> WHAT YOU NEED TO DO:
Set down each line of the material that follows, exactly, with no pictures.

"""

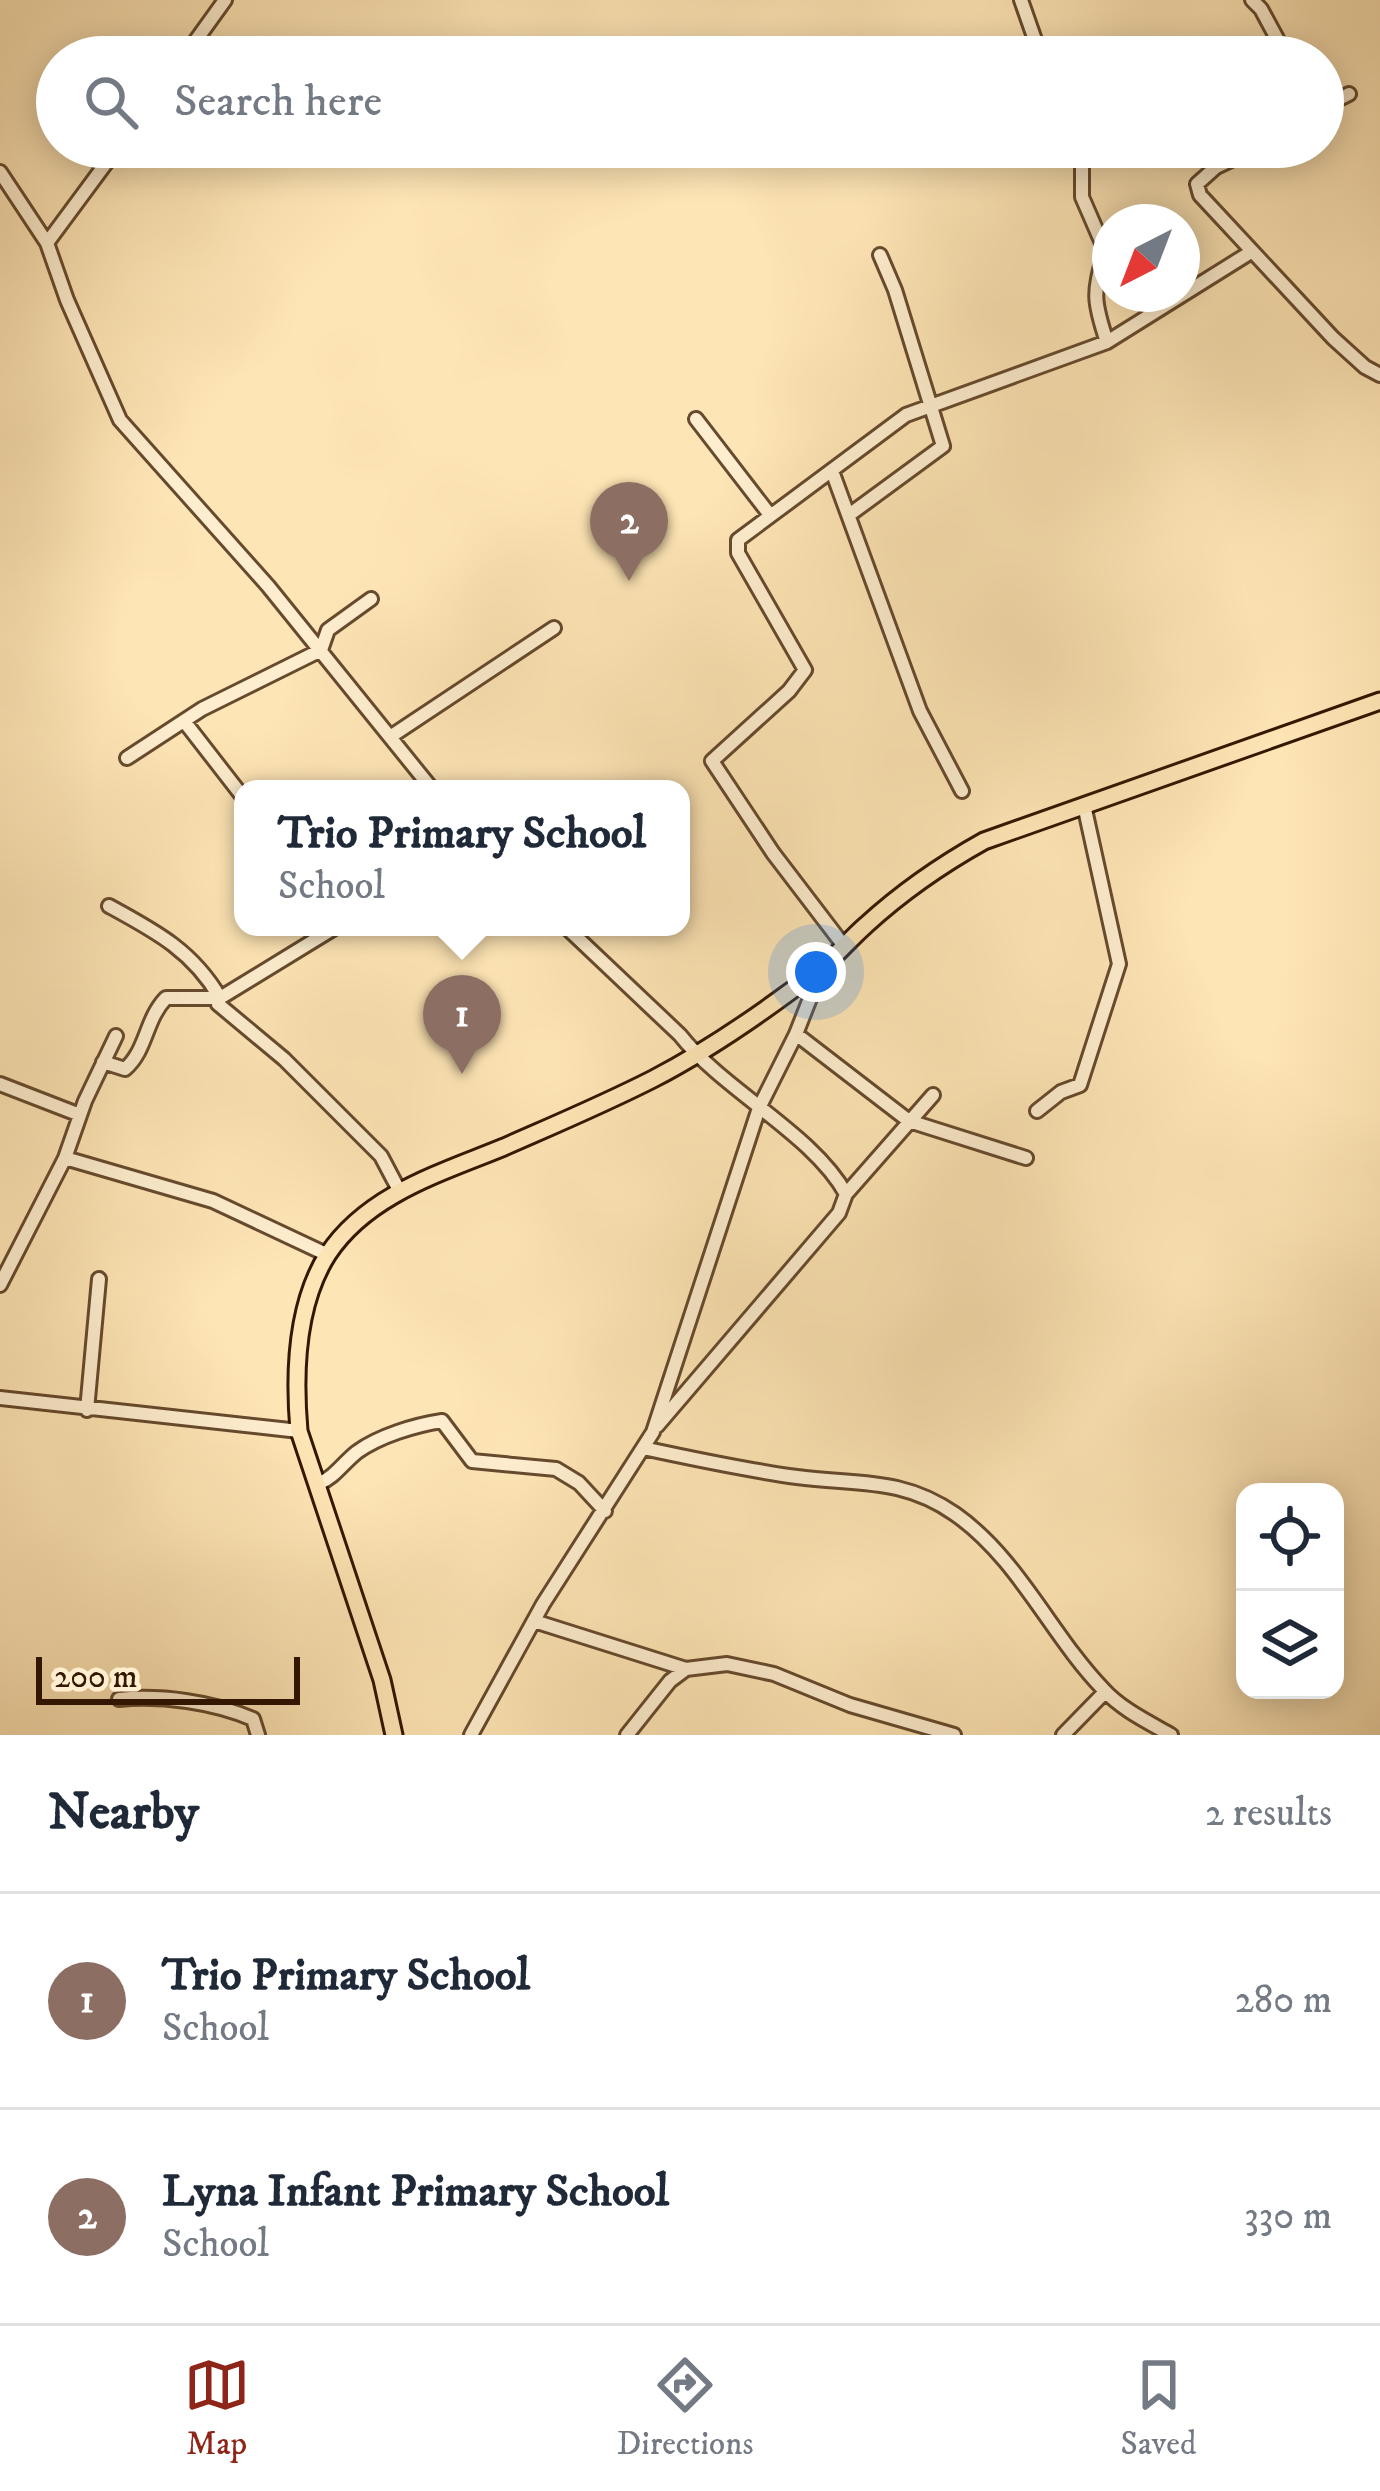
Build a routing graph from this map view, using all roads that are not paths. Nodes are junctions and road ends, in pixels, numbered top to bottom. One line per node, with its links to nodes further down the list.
1 (225, 0): 4 (street)
2 (1021, 0): 5 (street)
3 (1252, 0): 6 (street)
4 (199, 36)
5 (1034, 36)
6 (1276, 36)
7 (1349, 94): 8 (street)
8 (1344, 96)
9 (102, 168): 13 (street)
10 (1082, 168): 16 (street)
11 (1217, 168): 14 (street)
12 (0, 172): 13 (street)
13 (47, 243): 25 (street)
14 (1251, 252): 16 (street); 17 (street)
15 (880, 255): 18 (street)
16 (1107, 342): 18 (street)
17 (1380, 375)
18 (933, 406): 20 (street); 22 (street)
19 (695, 419): 21 (street)
20 (832, 471): 21 (street); 22 (street)
21 (770, 515): 37 (street)
22 (848, 515): 32 (street)
23 (371, 599): 25 (street)
24 (554, 628): 28 (street)
25 (322, 650): 27 (street); 28 (street)
26 (1380, 700): 33 (main road)
27 (184, 721): 29 (street); 31 (street)
28 (390, 737): 30 (street)
29 (127, 758)
30 (425, 780)
31 (234, 785)
32 (962, 791)
33 (1084, 805): 37 (main road); 47 (street)
34 (109, 906): 39 (street)
35 (321, 936): 39 (street)
36 (576, 936): 42 (street)
37 (844, 946): 38 (main road)
38 (822, 967): 40 (street); 42 (main road)
39 (220, 998): 43 (street); 52 (street)
40 (796, 1034): 46 (street); 49 (street)
41 (116, 1036): 43 (street)
42 (696, 1055): 46 (street); 52 (main road)
43 (104, 1062): 48 (street)
44 (0, 1084): 48 (street)
45 (933, 1095): 49 (street)
46 (759, 1108): 53 (street); 60 (street)
47 (1037, 1111)
48 (80, 1114): 50 (street)
49 (909, 1121): 51 (street); 53 (street)
50 (64, 1158): 54 (street); 56 (street)
51 (1027, 1158)
52 (400, 1192): 54 (main road)
53 (846, 1194): 60 (street)
54 (328, 1255): 59 (main road)
55 (99, 1279): 58 (street)
56 (0, 1285)
57 (0, 1398): 58 (street)
58 (87, 1410): 59 (street)
59 (298, 1431): 62 (main road)
60 (653, 1432): 61 (street)
61 (643, 1448): 63 (street); 66 (street)
62 (317, 1484): 63 (street); 69 (main road)
63 (605, 1511): 64 (street)
64 (534, 1621): 65 (street); 70 (street)
65 (686, 1669): 71 (street); 72 (street)
66 (1105, 1692): 73 (street); 74 (street)
67 (119, 1699): 68 (street)
68 (258, 1735)
69 (394, 1735)
70 (471, 1735)
71 (627, 1735)
72 (954, 1735)
73 (1063, 1735)
74 (1172, 1735)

"""

> EXERCISE OUTPUT:
Build a routing graph from this map view, using all roads that are not paths. Nodes are junctions and road ends, in pixels, numbered top to bottom. One line per node, with its links to nodes further down the list.
1 (225, 0): 4 (street)
2 (1021, 0): 5 (street)
3 (1252, 0): 6 (street)
4 (199, 36)
5 (1034, 36)
6 (1276, 36)
7 (1349, 94): 8 (street)
8 (1344, 96)
9 (102, 168): 13 (street)
10 (1082, 168): 16 (street)
11 (1217, 168): 14 (street)
12 (0, 172): 13 (street)
13 (47, 243): 25 (street)
14 (1251, 252): 16 (street); 17 (street)
15 (880, 255): 18 (street)
16 (1107, 342): 18 (street)
17 (1380, 375)
18 (933, 406): 20 (street); 22 (street)
19 (695, 419): 21 (street)
20 (832, 471): 21 (street); 22 (street)
21 (770, 515): 37 (street)
22 (848, 515): 32 (street)
23 (371, 599): 25 (street)
24 (554, 628): 28 (street)
25 (322, 650): 27 (street); 28 (street)
26 (1380, 700): 33 (main road)
27 (184, 721): 29 (street); 31 (street)
28 (390, 737): 30 (street)
29 (127, 758)
30 (425, 780)
31 (234, 785)
32 (962, 791)
33 (1084, 805): 37 (main road); 47 (street)
34 (109, 906): 39 (street)
35 (321, 936): 39 (street)
36 (576, 936): 42 (street)
37 (844, 946): 38 (main road)
38 (822, 967): 40 (street); 42 (main road)
39 (220, 998): 43 (street); 52 (street)
40 (796, 1034): 46 (street); 49 (street)
41 (116, 1036): 43 (street)
42 (696, 1055): 46 (street); 52 (main road)
43 (104, 1062): 48 (street)
44 (0, 1084): 48 (street)
45 (933, 1095): 49 (street)
46 (759, 1108): 53 (street); 60 (street)
47 (1037, 1111)
48 (80, 1114): 50 (street)
49 (909, 1121): 51 (street); 53 (street)
50 (64, 1158): 54 (street); 56 (street)
51 (1027, 1158)
52 (400, 1192): 54 (main road)
53 (846, 1194): 60 (street)
54 (328, 1255): 59 (main road)
55 (99, 1279): 58 (street)
56 (0, 1285)
57 (0, 1398): 58 (street)
58 (87, 1410): 59 (street)
59 (298, 1431): 62 (main road)
60 (653, 1432): 61 (street)
61 (643, 1448): 63 (street); 66 (street)
62 (317, 1484): 63 (street); 69 (main road)
63 (605, 1511): 64 (street)
64 (534, 1621): 65 (street); 70 (street)
65 (686, 1669): 71 (street); 72 (street)
66 (1105, 1692): 73 (street); 74 (street)
67 (119, 1699): 68 (street)
68 (258, 1735)
69 (394, 1735)
70 (471, 1735)
71 (627, 1735)
72 (954, 1735)
73 (1063, 1735)
74 (1172, 1735)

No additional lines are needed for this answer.